A man in South Lanarkshire’s civil parish of Blantyre in Scotland was watching BBC coverage of the pro-democracy protests in Hong Kong when he noticed something unusual in the sky.
Vincent Smith was perplexed by what he saw on the TV—a bright object slowly moving through the sky over Hong Kong. He apparently recorded the broadcast, and then recorded a video of his television as he replayed the broadcast to point out the UFO. He sent his video to local media outlet the Hamilton Advertiser.
The Hamilton Advertiser describes that the UFO “is seen flying diagonally before landing on a building and then shooting off vertically and at speed.”

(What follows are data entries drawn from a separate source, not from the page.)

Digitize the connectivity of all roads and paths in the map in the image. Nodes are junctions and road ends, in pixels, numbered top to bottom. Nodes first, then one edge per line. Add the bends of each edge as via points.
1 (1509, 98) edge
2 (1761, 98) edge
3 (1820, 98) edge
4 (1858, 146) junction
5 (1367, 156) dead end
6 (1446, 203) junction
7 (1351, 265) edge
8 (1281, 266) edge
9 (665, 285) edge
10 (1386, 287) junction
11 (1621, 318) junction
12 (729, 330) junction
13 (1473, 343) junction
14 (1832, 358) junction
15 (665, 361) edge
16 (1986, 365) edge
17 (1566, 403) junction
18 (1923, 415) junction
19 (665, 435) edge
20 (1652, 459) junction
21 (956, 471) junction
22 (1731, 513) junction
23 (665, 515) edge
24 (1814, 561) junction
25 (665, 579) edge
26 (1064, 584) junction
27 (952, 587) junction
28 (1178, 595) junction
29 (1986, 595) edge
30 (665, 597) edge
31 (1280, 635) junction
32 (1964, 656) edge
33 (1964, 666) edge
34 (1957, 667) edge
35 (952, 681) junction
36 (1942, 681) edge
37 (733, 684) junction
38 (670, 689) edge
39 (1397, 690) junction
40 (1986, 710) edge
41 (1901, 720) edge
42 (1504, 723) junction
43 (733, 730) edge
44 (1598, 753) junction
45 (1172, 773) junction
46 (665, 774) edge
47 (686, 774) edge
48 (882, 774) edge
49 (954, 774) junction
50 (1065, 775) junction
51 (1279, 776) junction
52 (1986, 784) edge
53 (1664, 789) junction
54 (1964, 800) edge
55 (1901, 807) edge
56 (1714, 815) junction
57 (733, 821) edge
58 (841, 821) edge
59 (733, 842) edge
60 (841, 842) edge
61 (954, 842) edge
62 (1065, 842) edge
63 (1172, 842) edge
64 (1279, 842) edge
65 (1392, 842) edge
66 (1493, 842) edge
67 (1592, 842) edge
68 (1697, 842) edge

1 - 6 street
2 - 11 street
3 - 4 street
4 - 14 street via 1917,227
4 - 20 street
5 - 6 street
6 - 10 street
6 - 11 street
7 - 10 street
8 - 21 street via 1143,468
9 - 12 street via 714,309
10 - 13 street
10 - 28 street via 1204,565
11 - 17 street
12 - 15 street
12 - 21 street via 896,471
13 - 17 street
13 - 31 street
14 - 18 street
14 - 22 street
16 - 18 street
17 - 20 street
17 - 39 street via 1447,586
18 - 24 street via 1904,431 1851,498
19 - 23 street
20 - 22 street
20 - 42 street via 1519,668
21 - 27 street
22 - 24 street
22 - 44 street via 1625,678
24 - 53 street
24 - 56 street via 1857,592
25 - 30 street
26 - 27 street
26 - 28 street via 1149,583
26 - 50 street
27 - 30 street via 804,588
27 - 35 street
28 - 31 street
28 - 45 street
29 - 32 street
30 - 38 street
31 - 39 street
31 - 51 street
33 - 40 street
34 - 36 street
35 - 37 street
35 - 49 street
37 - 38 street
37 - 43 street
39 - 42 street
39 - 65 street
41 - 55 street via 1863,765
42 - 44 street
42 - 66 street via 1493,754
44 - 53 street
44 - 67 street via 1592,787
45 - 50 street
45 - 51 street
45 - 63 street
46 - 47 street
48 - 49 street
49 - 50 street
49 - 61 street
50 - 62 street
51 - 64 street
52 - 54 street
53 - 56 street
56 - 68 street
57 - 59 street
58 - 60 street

Although this unidentified aerial object appears to hover near that building, rather than landing on it, its behavior is unusual. When the UFO first appears on the screen, this bright object moves in a smooth, straight flight path. But its “shooting off vertically” is what makes this object of interest.

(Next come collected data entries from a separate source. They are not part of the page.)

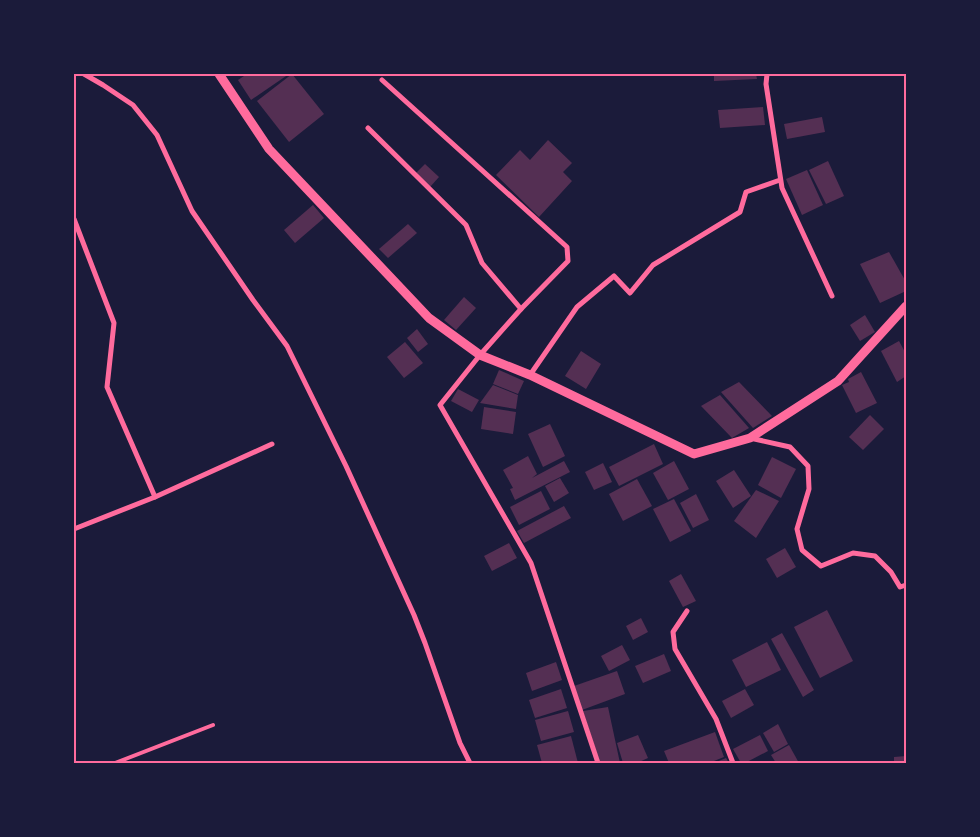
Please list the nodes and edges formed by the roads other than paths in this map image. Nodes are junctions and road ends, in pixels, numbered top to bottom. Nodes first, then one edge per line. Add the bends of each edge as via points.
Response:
1 (84, 74) edge
2 (219, 74) edge
3 (768, 74) edge
4 (382, 80) dead end
5 (368, 128) dead end
6 (780, 180) junction
7 (74, 218) edge
8 (832, 296) dead end
9 (906, 306) edge
10 (521, 309) junction
11 (480, 354) junction
12 (530, 375) junction
13 (750, 438) junction
14 (272, 444) dead end
15 (155, 497) junction
16 (74, 529) edge
17 (906, 585) edge
18 (686, 612) dead end
19 (213, 725) dead end
20 (115, 763) edge
21 (470, 763) edge
22 (598, 763) edge
23 (734, 763) edge

1 - 21 street via 133,105 157,135 192,211 287,346 414,615
2 - 11 street via 269,149 429,318
3 - 6 street via 766,84
4 - 10 street via 566,247 568,262
5 - 10 street via 466,225 482,262
6 - 8 street
6 - 12 street via 746,192 740,212 653,265 630,293 614,276 577,306
7 - 15 street via 114,323 107,387
9 - 13 street via 838,381
10 - 11 street
11 - 12 street
11 - 22 street via 440,405 531,563
12 - 13 street via 694,454
13 - 17 street via 790,447 808,466 809,488 797,529 802,550 821,566 853,553 875,556 900,587
14 - 15 street
15 - 16 street
18 - 23 street via 673,632 675,649 716,719
19 - 20 lane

It is rapidly becoming the norm to see aerial vehicles like drones and quadcopters above outdoor public gatherings like concerts, festivals, and protests. These remote-controlled craft are typically fitted with cameras and are used by media and law enforcement. The protests in Hong Kong are no exception. BBC posted a video to its website on Tuesday, September 30 showing footage of the protesters captured by a drone.
It is plausible that the object from the BBC broadcast noted by Smith is simply a media drone. Although the UFO in Smith’s video does appear to take off vertically at an incredible rate of speed, it is difficult to definitively determine directionality. The object could conceivably have been moving towards the camera, and not shooting vertically, creating the illusion of a rapid rate of speed. Additionally, some drones are capable of changing direction and altitude relatively quickly.
What do you think about the UFO pointed out by Smith? Is a media drone a plausible explanation, or do you think the craft’s observed behavior defies conventional explanation? Share your thoughts by posting a comment below, or by posting on the Open Minds Facebook page.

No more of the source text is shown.